[[ Data for review open ]]

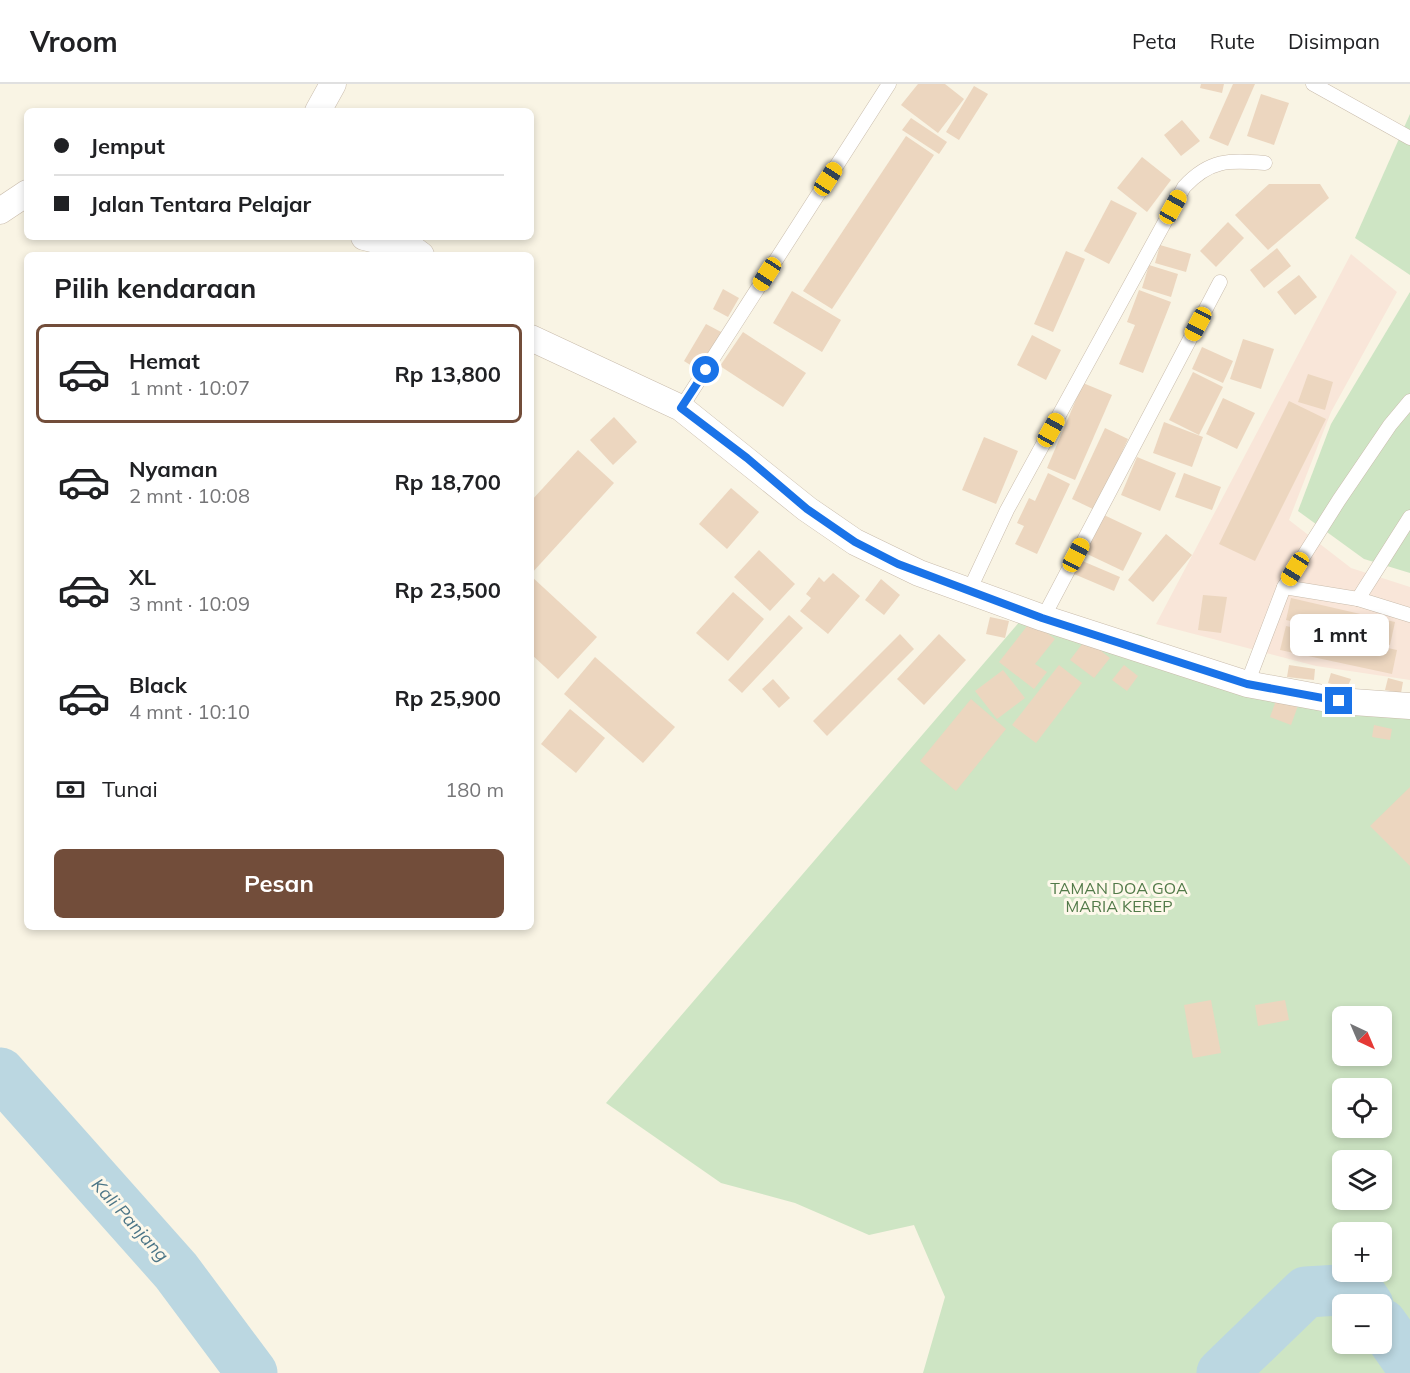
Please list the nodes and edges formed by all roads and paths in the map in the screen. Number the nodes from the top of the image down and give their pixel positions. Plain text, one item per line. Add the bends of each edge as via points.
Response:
1 (333, 84) edge
2 (890, 84) edge
3 (1313, 84) edge
4 (320, 108) edge
5 (1410, 138) edge
6 (1265, 163) dead end
7 (24, 194) edge
8 (0, 212) edge
9 (376, 240) edge
10 (418, 252) edge
11 (1220, 282) dead end
12 (534, 339) edge
13 (1410, 401) edge
14 (681, 408) junction
15 (1410, 517) edge
16 (1284, 587) junction
17 (969, 591) junction
18 (1358, 598) junction
19 (1410, 615) edge
20 (1042, 618) junction
21 (1247, 684) junction
22 (1410, 706) edge

1 - 4 street
2 - 14 lane
3 - 5 lane
6 - 17 lane via 1233,160 1206,167 1184,187 1007,510
7 - 8 street
9 - 10 street
11 - 20 lane
12 - 14 street
13 - 16 lane via 1345,490
14 - 17 street via 807,509 855,542 919,573
15 - 18 lane
16 - 18 lane
16 - 21 lane
17 - 20 street
18 - 19 lane
20 - 21 street
21 - 22 street via 1339,701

[[ Data for review closed ]]

About this task: Make a word-for-word copy of the records above, excluding all pictures.

Exercise solution:
Please list the nodes and edges formed by all roads and paths in the map in the screen. Number the nodes from the top of the image down and give their pixel positions. Plain text, one item per line. Add the bends of each edge as via points.
Response:
1 (333, 84) edge
2 (890, 84) edge
3 (1313, 84) edge
4 (320, 108) edge
5 (1410, 138) edge
6 (1265, 163) dead end
7 (24, 194) edge
8 (0, 212) edge
9 (376, 240) edge
10 (418, 252) edge
11 (1220, 282) dead end
12 (534, 339) edge
13 (1410, 401) edge
14 (681, 408) junction
15 (1410, 517) edge
16 (1284, 587) junction
17 (969, 591) junction
18 (1358, 598) junction
19 (1410, 615) edge
20 (1042, 618) junction
21 (1247, 684) junction
22 (1410, 706) edge

1 - 4 street
2 - 14 lane
3 - 5 lane
6 - 17 lane via 1233,160 1206,167 1184,187 1007,510
7 - 8 street
9 - 10 street
11 - 20 lane
12 - 14 street
13 - 16 lane via 1345,490
14 - 17 street via 807,509 855,542 919,573
15 - 18 lane
16 - 18 lane
16 - 21 lane
17 - 20 street
18 - 19 lane
20 - 21 street
21 - 22 street via 1339,701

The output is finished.